Dataset entries
-*-

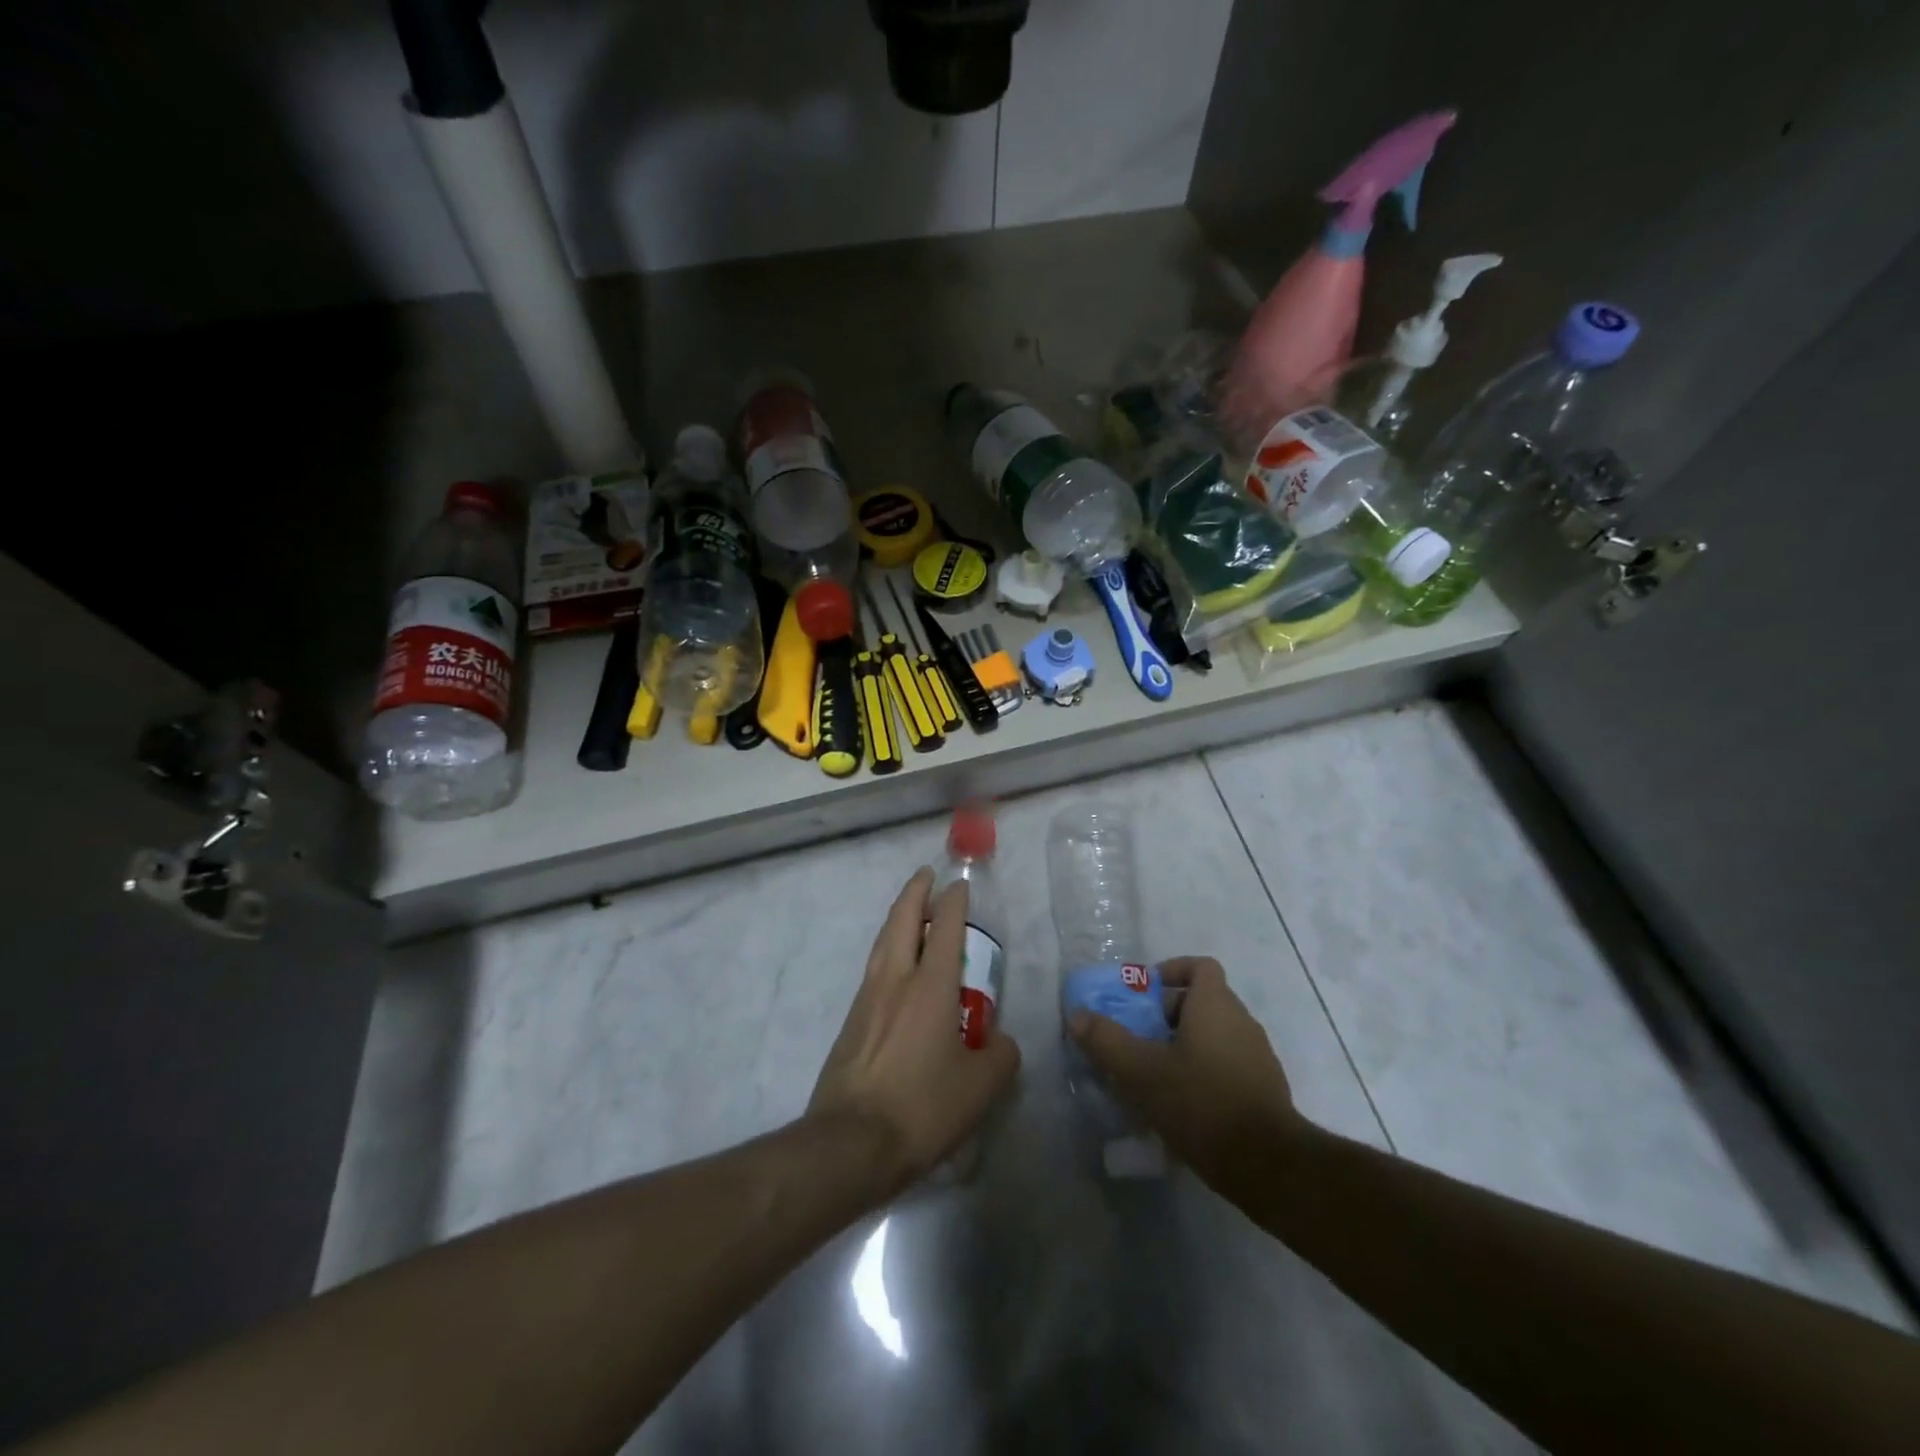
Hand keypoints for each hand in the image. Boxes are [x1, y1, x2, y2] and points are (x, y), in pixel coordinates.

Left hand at [809, 868, 1020, 1193]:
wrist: (851, 1142)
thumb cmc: (922, 1107)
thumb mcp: (980, 1088)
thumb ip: (1000, 1057)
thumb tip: (1002, 1043)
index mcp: (930, 986)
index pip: (945, 928)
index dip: (953, 902)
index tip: (958, 884)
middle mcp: (895, 981)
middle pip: (902, 920)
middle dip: (915, 892)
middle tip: (925, 875)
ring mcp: (867, 999)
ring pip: (882, 943)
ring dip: (897, 919)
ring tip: (909, 913)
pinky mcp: (851, 1023)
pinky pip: (873, 971)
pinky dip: (886, 952)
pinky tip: (894, 970)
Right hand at [1070, 956, 1304, 1199]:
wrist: (1267, 1166)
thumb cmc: (1201, 1102)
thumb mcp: (1141, 1071)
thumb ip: (1106, 1040)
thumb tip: (1076, 1016)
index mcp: (1216, 1005)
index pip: (1200, 966)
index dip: (1171, 971)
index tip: (1145, 994)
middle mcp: (1242, 1021)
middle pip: (1202, 1001)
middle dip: (1167, 1015)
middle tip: (1138, 1039)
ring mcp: (1258, 1057)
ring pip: (1214, 1036)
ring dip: (1184, 1046)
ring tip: (1154, 1075)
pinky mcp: (1264, 1090)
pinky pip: (1227, 1065)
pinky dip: (1203, 1073)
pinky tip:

-*-

- _Aim of the task_: Without any pictures, please reproduce the full set of entries.

- _The completed task_:
Hand keypoints for each hand in the image. Boxes are [x1, y1, x2, y2] and points are (x, y), in pixel coordinates.

Left hand at [809, 868, 1020, 1193]:
wrist: (851, 1142)
thumb cmc: (922, 1107)
thumb mcp: (980, 1088)
thumb ip: (1000, 1057)
thumb tip: (1002, 1043)
index mcp: (930, 986)
index pip: (945, 928)
index dip: (953, 902)
index tip: (958, 884)
middle mcp: (895, 981)
middle pip: (902, 920)
middle dip: (915, 892)
middle tip: (925, 875)
ring mcp: (867, 999)
ring pip: (882, 943)
ring dip: (897, 919)
ring tip: (909, 913)
pinky mcp: (851, 1023)
pinky pip: (873, 971)
pinky dip: (886, 952)
pinky tip: (894, 970)
Right hand at [1070, 956, 1304, 1199]:
wrist: (1267, 1166)
thumb cmc: (1201, 1102)
thumb mcp: (1141, 1071)
thumb ip: (1106, 1040)
thumb tip: (1076, 1016)
index mcp: (1216, 1005)
index pip: (1200, 966)
index dip: (1171, 971)
index tip: (1145, 994)
middle mcp: (1242, 1021)
middle pip: (1202, 1001)
middle dip: (1167, 1015)
middle tip: (1138, 1039)
ring mcp: (1258, 1057)
ring pip: (1214, 1036)
ring dip: (1184, 1046)
ring tip: (1154, 1075)
pinky mcp: (1264, 1090)
pinky pip: (1227, 1065)
pinky dip: (1203, 1073)
pinky tip:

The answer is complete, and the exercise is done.